Littérature noire
3 Juillet 2023
Du solide, du qui tient au corps. W. R. Burnett (Little Caesar bien sûr, mais aussi, entre autres, le violent western L'escadron noir) écrit Good-bye Chicago 1928 quelques mois avant de passer l'arme à gauche et c'est une beauté immense, d'une effroyable violence aussi.

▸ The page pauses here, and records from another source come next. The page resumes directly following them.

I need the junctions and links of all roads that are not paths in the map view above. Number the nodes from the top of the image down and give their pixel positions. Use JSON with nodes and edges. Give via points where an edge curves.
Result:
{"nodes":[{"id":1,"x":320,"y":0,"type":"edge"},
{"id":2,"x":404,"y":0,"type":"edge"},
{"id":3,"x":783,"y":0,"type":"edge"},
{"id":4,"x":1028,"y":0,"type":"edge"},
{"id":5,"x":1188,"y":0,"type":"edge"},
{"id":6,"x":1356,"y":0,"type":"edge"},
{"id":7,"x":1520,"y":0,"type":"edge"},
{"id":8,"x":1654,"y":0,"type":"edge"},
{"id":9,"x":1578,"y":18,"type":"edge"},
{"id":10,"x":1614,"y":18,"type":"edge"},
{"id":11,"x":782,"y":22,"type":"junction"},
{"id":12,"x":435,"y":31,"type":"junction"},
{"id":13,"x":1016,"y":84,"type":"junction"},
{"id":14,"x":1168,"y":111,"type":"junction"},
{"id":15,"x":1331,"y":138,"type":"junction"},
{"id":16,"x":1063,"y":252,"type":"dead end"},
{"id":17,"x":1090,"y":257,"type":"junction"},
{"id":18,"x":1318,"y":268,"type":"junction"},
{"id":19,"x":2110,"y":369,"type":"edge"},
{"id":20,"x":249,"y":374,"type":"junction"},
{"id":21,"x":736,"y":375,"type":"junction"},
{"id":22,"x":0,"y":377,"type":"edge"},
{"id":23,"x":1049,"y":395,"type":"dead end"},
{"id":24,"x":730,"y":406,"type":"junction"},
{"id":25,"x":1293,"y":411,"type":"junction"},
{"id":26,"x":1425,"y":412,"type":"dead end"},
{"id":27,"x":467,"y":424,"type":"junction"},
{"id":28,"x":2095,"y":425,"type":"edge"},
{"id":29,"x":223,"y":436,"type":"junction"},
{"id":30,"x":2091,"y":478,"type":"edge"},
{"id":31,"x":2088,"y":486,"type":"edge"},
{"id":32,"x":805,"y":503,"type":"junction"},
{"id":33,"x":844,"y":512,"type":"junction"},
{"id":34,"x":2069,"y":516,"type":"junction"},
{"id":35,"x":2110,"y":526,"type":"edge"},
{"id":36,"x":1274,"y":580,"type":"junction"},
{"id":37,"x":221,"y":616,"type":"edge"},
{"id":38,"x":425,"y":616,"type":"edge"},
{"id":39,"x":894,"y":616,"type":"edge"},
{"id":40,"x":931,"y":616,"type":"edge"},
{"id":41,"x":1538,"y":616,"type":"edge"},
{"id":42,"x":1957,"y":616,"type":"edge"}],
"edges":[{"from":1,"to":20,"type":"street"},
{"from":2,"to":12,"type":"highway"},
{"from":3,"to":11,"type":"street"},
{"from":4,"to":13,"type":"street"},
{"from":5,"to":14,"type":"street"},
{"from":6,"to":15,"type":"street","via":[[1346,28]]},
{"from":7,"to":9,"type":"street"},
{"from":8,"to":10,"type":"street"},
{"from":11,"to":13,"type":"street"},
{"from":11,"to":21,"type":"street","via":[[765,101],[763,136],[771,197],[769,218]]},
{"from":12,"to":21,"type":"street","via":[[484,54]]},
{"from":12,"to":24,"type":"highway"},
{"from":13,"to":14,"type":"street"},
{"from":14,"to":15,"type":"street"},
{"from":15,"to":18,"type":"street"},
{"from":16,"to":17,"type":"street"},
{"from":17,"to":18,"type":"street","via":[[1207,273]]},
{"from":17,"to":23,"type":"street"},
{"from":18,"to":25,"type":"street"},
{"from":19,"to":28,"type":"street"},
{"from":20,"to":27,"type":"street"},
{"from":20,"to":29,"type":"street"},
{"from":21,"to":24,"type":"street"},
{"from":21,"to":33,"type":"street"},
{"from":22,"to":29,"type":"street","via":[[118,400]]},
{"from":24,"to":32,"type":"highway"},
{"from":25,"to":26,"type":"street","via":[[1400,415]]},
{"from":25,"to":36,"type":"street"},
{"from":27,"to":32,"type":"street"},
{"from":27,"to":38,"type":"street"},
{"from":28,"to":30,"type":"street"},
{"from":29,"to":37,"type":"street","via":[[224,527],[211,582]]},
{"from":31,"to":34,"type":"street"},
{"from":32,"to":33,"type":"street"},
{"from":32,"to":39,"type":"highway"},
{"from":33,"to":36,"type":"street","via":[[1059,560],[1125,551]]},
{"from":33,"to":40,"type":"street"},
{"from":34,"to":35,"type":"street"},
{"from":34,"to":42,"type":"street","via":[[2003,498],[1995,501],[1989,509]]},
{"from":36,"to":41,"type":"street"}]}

Joe Ricordi est un sous officier sérieux, intègre, de la police de Chicago, dévolu aux tâches administratives, suivi des dossiers, application des règlements, qui lui vaut les louanges de ses supérieurs. Mais ce jour-là, le ciel lui tombe sur la tête : Helga, l'amour blond de sa vie, la femme qui l'a quitté il y a trois ans vient d'être retrouvée, morte dans le lac. Assassinée. C'est un ancien collègue de promo de l'école de police, Dave Santarelli, qui vient lui apprendre la mauvaise nouvelle. Lui promettant de tout faire pour retrouver le ou les coupables. Très vite, les soupçons se portent sur un mac italien, Ted, lié au puissant clan mafieux de la ville. Les policiers de Chicago débutent une série d'interpellations massives qui sèment la panique dans le Milieu, incapable alors de faire fonctionner correctement le business. Ted devient autant recherché par les forces de l'ordre que par ses "anciens" camarades. Tandis que Joe Ricordi obtient des tuyaux par un ami d'enfance, proche du Milieu, William MacReady, alias Bones, avocat de confiance du boss de la ville, sent que le vent est en train de tourner, que l'organisation change de main.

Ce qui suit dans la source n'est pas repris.